Sen. Kirsten Gillibrand (D-N.Y.) proposed new internet privacy legislation, which would also create a new federal agency to enforce people’s online privacy rights. Sen. Gillibrand stated that the proposed Data Protection Agency would “[g]ive Americans control and protection over their own data by enforcing protection rules”; “[w]ork to maintain the most innovative, successful tech sector in the world and ensure fair competition within the digital marketplace”; and “[p]repare the American government for the digital age.” Gillibrand noted the importance of the proposal, as the “United States is vastly behind other countries on this. Virtually every other advanced economy has established an independent agency to address data protection challenges, and many other challenges of the digital age.”

Gillibrand’s proposal would establish a director to be appointed by the president and confirmed by the Senate with a five-year term. The agency would be able to initiate civil actions against violating companies and could grant relief to those who have had their privacy rights violated. The maximum fee for violations would be $1 million per day. The bill would also create a relief fund for those who can prove they were harmed by having their privacy violated; this fund is covered by the fees for violations. The agency would also make rules and issue subpoenas. While the agency will enforce legislation, it will also look at privacy innovation and create best practices. It can ask companies exceeding $25 million in gross revenue or collect large amounts of data to file reports so the agency can verify compliance.

In a post, Sen. Gillibrand stated, “Your data is extremely valuable to many companies with unknown motives, who are looking to exploit your data for profit. As a result, your very existence is being parsed, split, and sold to the highest bidder, and there is very little you — or anyone, including the federal government — can do about it. I believe that this needs to be fixed, and that you deserve to be in control of your own data. You have the right to know if companies are using your information for profit. You need a way to protect yourself, and you deserve a place that will look out for you.”

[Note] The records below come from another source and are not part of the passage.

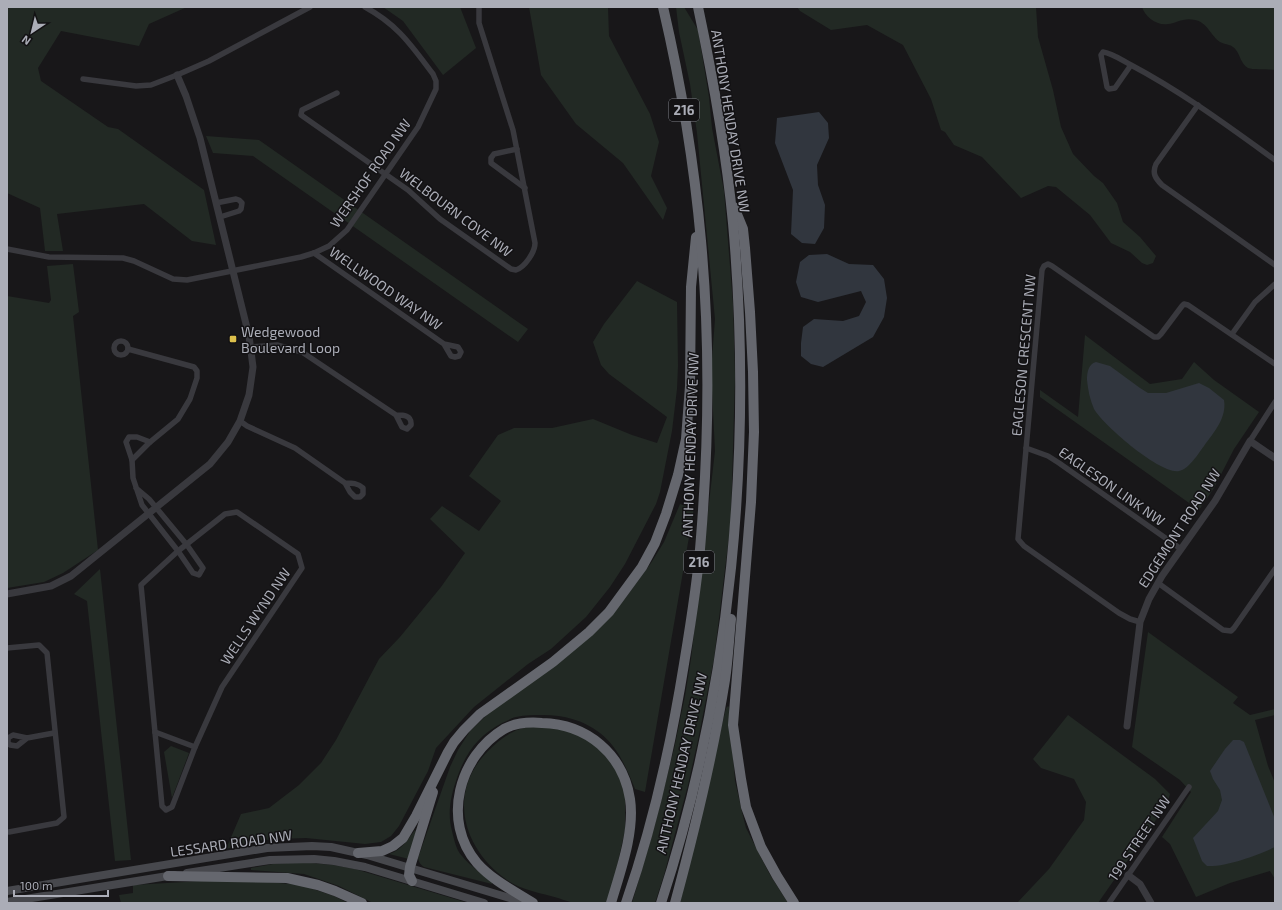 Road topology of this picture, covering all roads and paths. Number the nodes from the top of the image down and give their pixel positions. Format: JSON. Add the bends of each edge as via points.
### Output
{"nodes":[{"id":1,"x":310,"y":7,"type":"edge"},
{"id":2,"x":365,"y":7,"type":"edge"},
{"id":3,"x":479,"y":7,"type":"edge"},
{"id":4,"x":663,"y":7,"type":"edge"},
{"id":5,"x":698,"y":7,"type":"edge"},
{"id":6,"x":1131,"y":65,"type":"junction"},
{"id":7,"x":177,"y":75,"type":"junction"},
{"id":8,"x":83,"y":79,"type":"dead end"},
{"id":9,"x":337,"y":93,"type":"dead end"},
{"id":10,"x":1198,"y":105,"type":"junction"},
{"id":11,"x":517,"y":149,"type":"junction"},
{"id":12,"x":1275,"y":160,"type":"edge"},
{"id":13,"x":386,"y":175,"type":"junction"},
{"id":14,"x":525,"y":188,"type":"junction"},
{"id":15,"x":730,"y":195,"type":"junction"},
{"id":16,"x":216,"y":203,"type":"junction"},
{"id":17,"x":699,"y":213,"type":"junction"},
{"id":18,"x":220,"y":217,"type":"junction"},
{"id":19,"x":7,"y":249,"type":"edge"},
{"id":20,"x":314,"y":253,"type":"junction"},
{"id":21,"x":1275,"y":265,"type":"edge"},
{"id":22,"x":233,"y":270,"type":"junction"},
{"id":23,"x":1275,"y":284,"type":"edge"},
{"id":24,"x":1232,"y":334,"type":"junction"},
{"id":25,"x":444,"y":344,"type":"dead end"},
{"id":26,"x":251,"y":347,"type":"junction"},
{"id":27,"x":128,"y":349,"type":"dead end"},
{"id":28,"x":1275,"y":364,"type":"edge"},
{"id":29,"x":1275,"y":402,"type":"edge"},
{"id":30,"x":396,"y":415,"type":"dead end"},
{"id":31,"x":240,"y":421,"type":"junction"},
{"id":32,"x":1250,"y":441,"type":"junction"},
{"id":33,"x":150,"y":442,"type":"junction"},
{"id":34,"x":1026,"y":448,"type":"junction"},
{"id":35,"x":1275,"y":458,"type":"edge"},
{"id":36,"x":132,"y":460,"type":"junction"},
{"id":37,"x":345,"y":483,"type":"dead end"},
{"id":38,"x":136,"y":488,"type":"junction"},
{"id":39,"x":156,"y":507,"type":"junction"},
{"id":40,"x":148,"y":514,"type":"junction"},
{"id":41,"x":187,"y":545,"type":"junction"},
{"id":42,"x":1181,"y":549,"type":"junction"},
{"id":43,"x":178,"y":551,"type":"junction"},
{"id":44,"x":732,"y":561,"type":"junction"},
{"id":45,"x":1275,"y":569,"type":"edge"},
{"id":46,"x":1158,"y":583,"type":"junction"},
{"id":47,"x":7,"y":594,"type":"edge"},
{"id":48,"x":1140,"y":622,"type":"junction"},
{"id":49,"x":7,"y":648,"type":"edge"},
{"id":50,"x":1127,"y":726,"type":"dead end"},
{"id":51,"x":155,"y":732,"type":"junction"},
{"id":52,"x":54,"y":733,"type":"junction"},
{"id":53,"x":27,"y":738,"type":"dead end"},
{"id":54,"x":195,"y":747,"type":"junction"},
{"id":55,"x":442,"y":766,"type":"junction"},
{"id":56,"x":1188,"y":787,"type":"dead end"},
{"id":57,"x":8,"y":833,"type":"edge"},
{"id":58,"x":358,"y":853,"type":"junction"},
{"id":59,"x":410,"y":867,"type":"junction"},
{"id":60,"x":1128,"y":875,"type":"junction"},
{"id":61,"x":168,"y":876,"type":"junction"},
{"id":62,"x":412,"y":881,"type":"junction"},
{"id":63,"x":7,"y":891,"type":"edge"},
{"id":64,"x":7,"y":902,"type":"edge"},
{"id":65,"x":362,"y":903,"type":"edge"},
{"id":66,"x":484,"y":903,"type":"edge"},
{"id":67,"x":526,"y":903,"type":"edge"},
{"id":68,"x":533,"y":903,"type":"edge"},
{"id":69,"x":611,"y":903,"type":"edge"},
{"id":70,"x":626,"y":903,"type":"edge"},
{"id":71,"x":661,"y":903,"type":"edge"},
{"id":72,"x":675,"y":903,"type":"edge"},
{"id":73,"x":794,"y":903,"type":"edge"},
{"id":74,"x":1109,"y":903,"type":"edge"},
{"id":75,"x":1151,"y":903,"type":"edge"}],
"edges":[{"from":1,"to":7,"type":"street","via":[[209,61]]},
{"from":2,"to":13,"type":"street","name":"WERSHOF ROAD NW","via":[[392,25],[403,36],[433,74],[436,85],[434,95],[418,127]]},
{"from":3,"to":11,"type":"street","name":"WELBOURN COVE NW","via":[[479,23],[514,130]]},
{"from":4,"to":17,"type":"highway","name":"ANTHONY HENDAY DRIVE NW","number":"216","via":[[678,72]]},
{"from":5,"to":15,"type":"highway","name":"ANTHONY HENDAY DRIVE NW","number":"216","via":[[715,90]]},
{"from":6,"to":6,"type":"street","via":[[1107,52],[1100,55],[1109,89],[1115,88]]},
{"from":6,"to":10,"type":"street"},
{"from":7,"to":8,"type":"street","via":[[151,85],[140,86]]},
{"from":7,"to":16,"type":"street","via":[[196,126]]},
{"from":9,"to":13,"type":"street","via":[[302,110],[301,115]]},
{"from":10,"to":12,"type":"street"},
{"from":10,"to":21,"type":"street","via":[[1156,164],[1154,175],[1162,185]]},
{"from":11,"to":14,"type":"street","name":"WELBOURN COVE NW"},
{"from":11,"to":14,"type":"street","via":[[494,154],[491,164]]},
{"from":13,"to":14,"type":"street","name":"WELBOURN COVE NW","via":[[440,219],[516,270],[523,266],[535,248]]},
{"from":13,"to":20,"type":"street","name":"WERSHOF ROAD NW","via":[[343,234],[329,246]]},
{"from":15,"to":44,"type":"highway","name":"ANTHONY HENDAY DRIVE NW","number":"216","via":[[738,289],[741,397]]},
{"from":15,"to":73,"type":"highway","via":[[743,229],[745,248],[754,432],[752,502],[733,725],[746,807],[761,847]]},
{"from":16,"to":18,"type":"street"},
{"from":16,"to":18,"type":"street","via":[[236,199],[242,203],[239,211]]},
{"from":17,"to":55,"type":"highway","via":[[692,287],[686,439],[678,476],[655,543],[609,612],[569,650],[480,714],[454,742]]},
{"from":17,"to":70,"type":"highway","name":"ANTHONY HENDAY DRIVE NW","number":"216","via":[[707,368],[707,442],[701,539],[693,608],[669,746],[647,836]]},
{"from":18,"to":22,"type":"street"},
{"from":19,"to":22,"type":"street","name":"WERSHOF ROAD NW","via":[[49,257],[124,258],[173,279],[187,280]]},
{"from":20,"to":22,"type":"street","name":"WERSHOF ROAD NW"},
{"from":20,"to":25,"type":"street","name":"WELLWOOD WAY NW"},
{"from":22,"to":26,"type":"street"},
{"from":23,"to":24,"type":"street","via":[[1255,302]]},
{"from":24,"to":28,"type":"street","name":"EAGLESON CRESCENT NW"},
{"from":24,"to":34,"type":"street","name":"EAGLESON CRESCENT NW","via":[[1192,306],[1184,304],[1162,334],[1154,337],[1052,266],[1044,266]]},
{"from":26,"to":30,"type":"street","via":[[277,345],[302,352]]},
{"from":26,"to":31,"type":"street","via":[[253,367],[249,395]]},
{"from":27,"to":33,"type":"street","via":[[194,367],[197,372],[190,399],[178,419]]},
{"from":29,"to":32,"type":"street","name":"EDGEMONT ROAD NW"},
{"from":31,"to":37,"type":"street","via":[[295,448]]},
{"from":31,"to":39,"type":"street","via":[[228,442],[210,464]]},
{"from":32,"to":35,"type":"street"},
{"from":32,"to":42,"type":"street","name":"EDGEMONT ROAD NW","via":[[1215,501]]},
{"from":33,"to":36,"type":"street"},
{"from":33,"to":36,"type":"street","via":[[137,437],[129,438],[126,442]]},
{"from":34,"to":42,"type":"street","name":"EAGLESON LINK NW","via":[[1048,456]]},
{"from":34,"to":48,"type":"street","name":"EAGLESON CRESCENT NW","via":[[1018,527],[1020,542],[1119,613]]},
{"from":36,"to":38,"type":"street"},
{"from":38,"to":39,"type":"street"},
{"from":38,"to":40,"type":"street"},
{"from":39,"to":40,"type":"street"},
{"from":39,"to":41,"type":"street"},
{"from":40,"to":43,"type":"street"},
{"from":40,"to":47,"type":"street","via":[[95,558],[61,582]]},
{"from":41,"to":43,"type":"street","name":"WELLS WYND NW"},
{"from":41,"to":43,"type":"street","via":[[203,568],[199,575],[193,573]]},
{"from":41,"to":54,"type":"street","name":"WELLS WYND NW","via":[[225,514],[237,512],[298,554],[302,568],[222,687]]},
{"from":42,"to":46,"type":"street","name":"EDGEMONT ROAD NW"},
{"from":43,"to":51,"type":"street","name":"WELLS WYND NW","via":[[141,585]]},
{"from":44,"to":71,"type":"highway","name":"ANTHONY HENDAY DRIVE NW","number":"216","via":[[725,622],[705,734],[679,844]]},
{"from":44,"to":72,"type":"highway","via":[[732,614],[725,679],[710,763]]},
{"from":45,"to":46,"type":"street","via":[[1234,628],[1228,631],[1223,630]]},
{"from":46,"to":48,"type":"street","name":"EDGEMONT ROAD NW"},
{"from":48,"to":50,"type":"street","name":"EDGEMONT ROAD NW"},
{"from":49,"to":52,"type":"street","via":[[39,645],[47,653]]},
{"from":51,"to":54,"type":"street"},
{"from":51,"to":54,"type":"street","name":"WELLS WYND NW","via":[[162,806],[166,810],[172,807]]},
{"from":52,"to":53,"type":"street"},
{"from":52,"to":57,"type":"street","via":[[64,817],[57,823]]},
{"from":55,"to":58,"type":"highway","via":[[403,838],[382,852]]},
{"from":55,"to":59,"type":"highway"},
{"from":56,"to":60,"type":"street","name":"199 STREET NW"},
{"from":58,"to":59,"type":"main road","name":"LESSARD ROAD NW"},
{"from":58,"to":63,"type":"main road","name":"LESSARD ROAD NW","via":[[318,846],[280,847]]},
{"from":59,"to":62,"type":"highway","via":[[409,875]]},
{"from":59,"to":67,"type":"main road","name":"LESSARD ROAD NW"},
{"from":60,"to":74,"type":"street","name":"199 STREET NW"},
{"from":60,"to":75,"type":"street","via":[[1140,884]]},
{"from":61,"to":62,"type":"main road","name":"LESSARD ROAD NW","via":[[270,860],[314,859],[351,864]]},
{"from":61,"to":64,"type":"main road","name":"LESSARD ROAD NW"},
{"from":61,"to":65,"type":"highway","via":[[287,878],[318,885]]},
{"from":62,"to":66,"type":"main road","name":"LESSARD ROAD NW"},
{"from":68,"to":69,"type":"highway","via":[[500,883],[477,862],[467,848],[460,831],[458,813],[458,797],[474,757],[505,729],[530,722],[563,725],[592,737],[613,758],[625,781],[630,800],[628,839]]}]}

Gillibrand argued that Americans do not realize the type of data collected and how it is used. As a result, the government is not acting properly to enforce violations. Examples of recent large scale privacy violations include Equifax’s data breach, scams via robocall, and the use of images to power artificial intelligence.

“The tech giants — Google and Facebook among them — have been the clear winners of our transition to the digital age,” Gillibrand stated. “These companies have built major empires of data with information about our private lives. They’re processing that information with increasingly complex and sophisticated algorithms. And they’re making a whole lot of money off of it…Even the savviest consumers of technology cannot fully understand how companies use their data, where their data goes, how far they are willing to go to profit from that data, and whether their business practices encroach on their privacy and freedom. Moreover, companies have declared that this data is theirs for the taking, and they’ve repeatedly rejected responsibility and accountability for the greater impacts of any bad behavior.”

This bill is similar to proposals by California Democratic Reps. Anna Eshoo and Zoe Lofgren, who also sought to create a government agency for online privacy oversight. Other proposals do not call for creating a new agency, instead giving jurisdiction to the FTC and creating a new bureau within the existing agency and providing more funds.